Collected data entries:
========
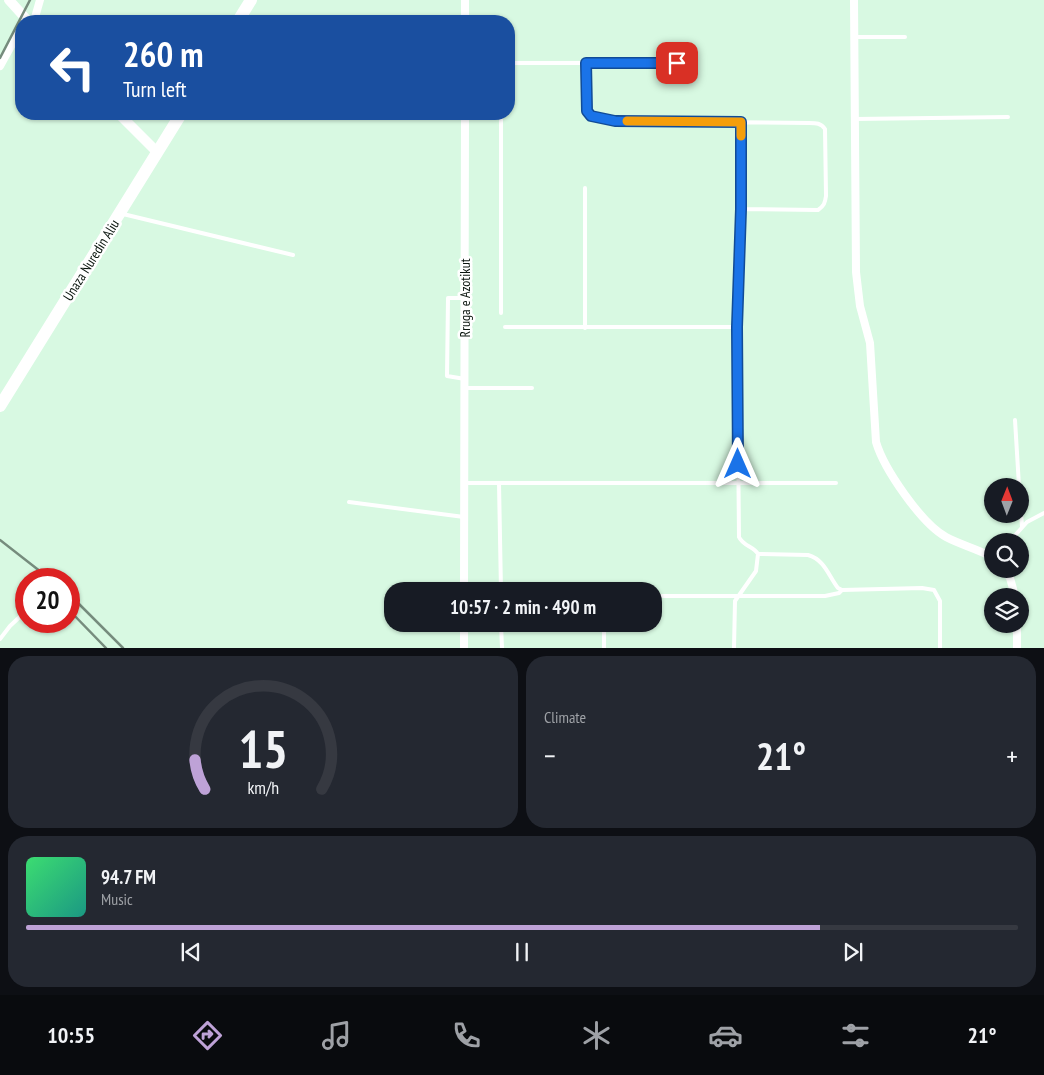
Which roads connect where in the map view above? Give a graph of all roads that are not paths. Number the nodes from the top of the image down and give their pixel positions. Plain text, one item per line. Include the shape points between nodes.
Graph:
1 (9, 0) edge
2 (40, 0) edge
3 (251, 0) edge
4 (465, 0) edge
5 (854, 0) edge
6 (21, 15) edge
7 (31, 15) edge
8 (242, 15) edge
9 (465, 15) edge
10 (855, 37) junction
11 (905, 37) dead end
12 (15, 42) edge
13 (515, 63) edge
14 (586, 63) junction
15 (696, 63) dead end
16 (0, 66) edge
17 (1008, 117) dead end
18 (855, 119) junction
19 (125, 120) edge
20 (177, 120) edge
21 (465, 120) edge
22 (501, 120) edge
23 (741, 122) junction
24 (157, 152) junction
25 (585, 188) dead end
26 (741, 209) junction
27 (120, 213) junction
28 (293, 255) dead end
29 (465, 298) junction
30 (501, 313) dead end
31 (505, 327) dead end
32 (737, 327) junction
33 (585, 328) junction
34 (465, 379) junction
35 (465, 388) junction
36 (532, 388) dead end
37 (0, 406) edge
38 (1015, 420) dead end
39 (1019, 478) edge
40 (465, 483) junction
41 (499, 483) junction
42 (739, 483) junction
43 (836, 483) dead end
44 (349, 502) dead end
45 (1044, 513) edge
46 (465, 517) junction
47 (1022, 523) edge
48 (1022, 527) junction
49 (1017, 533) edge
50 (984, 553) edge
51 (758, 554) junction
52 (464, 582) edge
53 (501, 582) edge
54 (842, 590) junction
55 (662, 596) edge
56 (738, 596) junction
57 (15, 621) edge
58 (464, 632) edge
59 (501, 632) edge
60 (604, 632) edge
61 (1017, 633) edge
62 (0, 639) edge
63 (464, 648) edge
64 (502, 648) edge
65 (604, 648) edge
66 (734, 648) edge
67 (940, 648) edge
68 (1017, 648) edge

1 - 6 street
2 - 7 street
3 - 8 main road
4 - 9 street
5 - 10 street
10 - 11 lane
10 - 18 street
12 - 16 street
13 - 14 lane
14 - 15 lane
14 - 23 lane via 586,103 591,116 615,121
17 - 18 lane
18 - 50 street via 857,289 870,343 875,434 880,455 917,510 934,529
19 - 24 street
20 - 24 main road, Unaza Nuredin Aliu
21 - 29 street, Rruga e Azotikut
22 - 30 lane
23 - 26 lane
23 - 26 lane via 818,123 823,126 826,196 826,202 818,210
24 - 27 main road, Unaza Nuredin Aliu
25 - 33 lane
26 - 32 lane
27 - 28 lane
27 - 37 main road, Unaza Nuredin Aliu
29 - 34 street, Rruga e Azotikut
29 - 34 lane via 448,298 447,376
31 - 33 lane
32 - 33 lane
32 - 42 lane
34 - 35 street, Rruga e Azotikut
35 - 36 lane
35 - 40 street, Rruga e Azotikut
38 - 39 lane
40 - 41 lane
40 - 46 street, Rruga e Azotikut
41 - 42 lane
41 - 53 lane
42 - 43 lane
42 - 51 lane via 739,537
44 - 46 lane
45 - 48 lane
46 - 52 street, Rruga e Azotikut
47 - 48 lane
48 - 49 lane
51 - 54 lane via 816,557
51 - 56 lane via 756,571
54 - 56 lane via 825,596
54 - 67 lane via 934,590 940,601
55 - 56 lane
56 - 66 lane via 734,608
57 - 62 lane
58 - 63 street
59 - 64 lane
60 - 65 lane
61 - 68 street

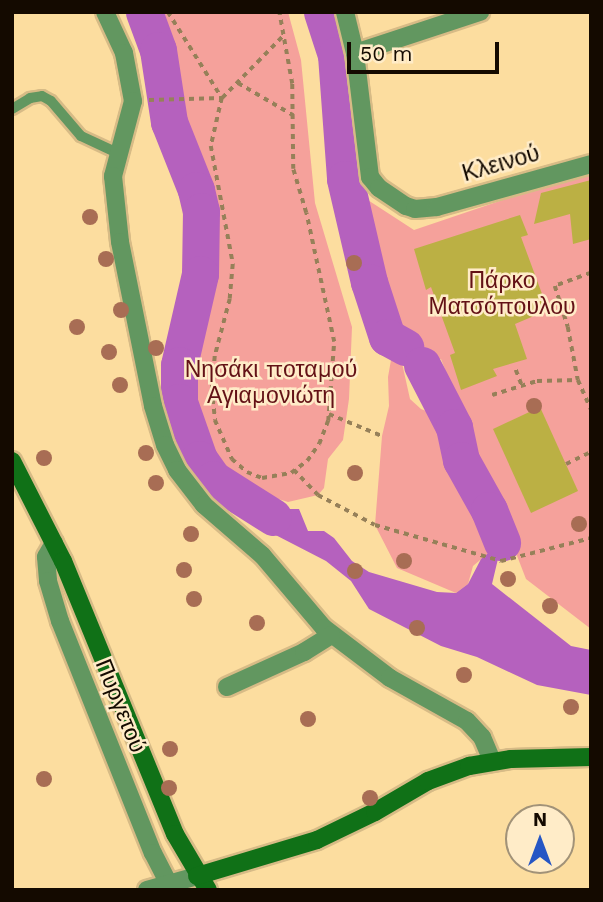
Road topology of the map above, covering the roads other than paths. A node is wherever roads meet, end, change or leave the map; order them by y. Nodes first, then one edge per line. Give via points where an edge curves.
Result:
1 (105, 12) edge
2 (345, 12) edge
3 (480, 12) edge
4 (355, 53) junction
5 (12, 109) edge
6 (117, 153) junction
7 (591, 164) edge
8 (12, 461) edge
9 (54, 543) junction
10 (331, 635) junction
11 (228, 687) dead end
12 (591, 757) edge
13 (492, 761) junction
14 (202, 883) edge
15 (170, 887) edge
16 (147, 890) edge

1 - 6 street via 124,53 132,92 129,121
2 - 4 street
3 - 4 street
4 - 7 street, Κλεινού via 370,177 406,205 424,209
5 - 6 lane via 42,96 81,136
6 - 10 street via 114,190 124,265 153,406 170,457 204,505 262,555
8 - 9 street, Πυργετού
9 - 14 street, Πυργετού via 157,794
9 - 15 street, Πυργετού via 46,556 60,621
10 - 11 street
10 - 13 street via 412,692 467,721 482,737
12 - 13 street
13 - 14 street via 428,781 317,840
14 - 15 street
15 - 16 street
========
#### [DESCRIPTION OF THE TASK]
Retype each entry exactly as it appears, excluding any image.

#### [SOLUTION FOR THIS PROBLEM]
Which roads connect where in the map view above? Give a graph of all roads that are not paths. Number the nodes from the top of the image down and give their pixel positions. Plain text, one item per line. Include the shape points between nodes.
Graph:
1 (9, 0) edge
2 (40, 0) edge
3 (251, 0) edge
4 (465, 0) edge
5 (854, 0) edge
6 (21, 15) edge
7 (31, 15) edge
8 (242, 15) edge
9 (465, 15) edge
10 (855, 37) junction
11 (905, 37) dead end
12 (15, 42) edge
13 (515, 63) edge
14 (586, 63) junction
15 (696, 63) dead end
16 (0, 66) edge
17 (1008, 117) dead end
18 (855, 119) junction
19 (125, 120) edge
20 (177, 120) edge
21 (465, 120) edge
22 (501, 120) edge
23 (741, 122) junction
24 (157, 152) junction
25 (585, 188) dead end
26 (741, 209) junction
27 (120, 213) junction
28 (293, 255) dead end
29 (465, 298) junction
30 (501, 313) dead end
31 (505, 327) dead end
32 (737, 327) junction
33 (585, 328) junction
34 (465, 379) junction
35 (465, 388) junction
36 (532, 388) dead end
37 (0, 406) edge
38 (1015, 420) dead end
39 (1019, 478) edge
40 (465, 483) junction
41 (499, 483) junction
42 (739, 483) junction
43 (836, 483) dead end
44 (349, 502) dead end
45 (1044, 513) edge
46 (465, 517) junction
47 (1022, 523) edge
48 (1022, 527) junction
49 (1017, 533) edge
50 (984, 553) edge
51 (758, 554) junction
52 (464, 582) edge
53 (501, 582) edge
54 (842, 590) junction
55 (662, 596) edge
56 (738, 596) junction
57 (15, 621) edge
58 (464, 632) edge
59 (501, 632) edge
60 (604, 632) edge
61 (1017, 633) edge
62 (0, 639) edge
63 (464, 648) edge
64 (502, 648) edge
65 (604, 648) edge
66 (734, 648) edge
67 (940, 648) edge
68 (1017, 648) edge

1 - 6 street
2 - 7 street
3 - 8 main road
4 - 9 street
5 - 10 street
10 - 11 lane
10 - 18 street
12 - 16 street
13 - 14 lane
14 - 15 lane
14 - 23 lane via 586,103 591,116 615,121
17 - 18 lane
18 - 50 street via 857,289 870,343 875,434 880,455 917,510 934,529
19 - 24 street
20 - 24 main road, Unaza Nuredin Aliu
21 - 29 street, Rruga e Azotikut
22 - 30 lane
23 - 26 lane
23 - 26 lane via 818,123 823,126 826,196 826,202 818,210
24 - 27 main road, Unaza Nuredin Aliu
25 - 33 lane
26 - 32 lane
27 - 28 lane
27 - 37 main road, Unaza Nuredin Aliu
29 - 34 street, Rruga e Azotikut
29 - 34 lane via 448,298 447,376
31 - 33 lane
32 - 33 lane
32 - 42 lane
34 - 35 street, Rruga e Azotikut
35 - 36 lane
35 - 40 street, Rruga e Azotikut
38 - 39 lane
40 - 41 lane
40 - 46 street, Rruga e Azotikut
41 - 42 lane
41 - 53 lane
42 - 43 lane
42 - 51 lane via 739,537
44 - 46 lane
45 - 48 lane
46 - 52 street, Rruga e Azotikut
47 - 48 lane
48 - 49 lane
51 - 54 lane via 816,557
51 - 56 lane via 756,571
54 - 56 lane via 825,596
54 - 67 lane via 934,590 940,601
55 - 56 lane
56 - 66 lane via 734,608
57 - 62 lane
58 - 63 street
59 - 64 lane
60 - 65 lane
61 - 68 street

Road topology of the map above, covering the roads other than paths. A node is wherever roads meet, end, change or leave the map; order them by y. Nodes first, then one edge per line. Give via points where an edge curves.
Result:
1 (105, 12) edge
2 (345, 12) edge
3 (480, 12) edge
4 (355, 53) junction
5 (12, 109) edge
6 (117, 153) junction
7 (591, 164) edge
8 (12, 461) edge
9 (54, 543) junction
10 (331, 635) junction
11 (228, 687) dead end
12 (591, 757) edge
13 (492, 761) junction
14 (202, 883) edge
15 (170, 887) edge
16 (147, 890) edge

1 - 6 street via 124,53 132,92 129,121
2 - 4 street
3 - 4 street
4 - 7 street, Κλεινού via 370,177 406,205 424,209
5 - 6 lane via 42,96 81,136
6 - 10 street via 114,190 124,265 153,406 170,457 204,505 262,555
8 - 9 street, Πυργετού
9 - 14 street, Πυργετού via 157,794
9 - 15 street, Πυργετού via 46,556 60,621
10 - 11 street
10 - 13 street via 412,692 467,721 482,737
12 - 13 street
13 - 14 street via 428,781 317,840
14 - 15 street
15 - 16 street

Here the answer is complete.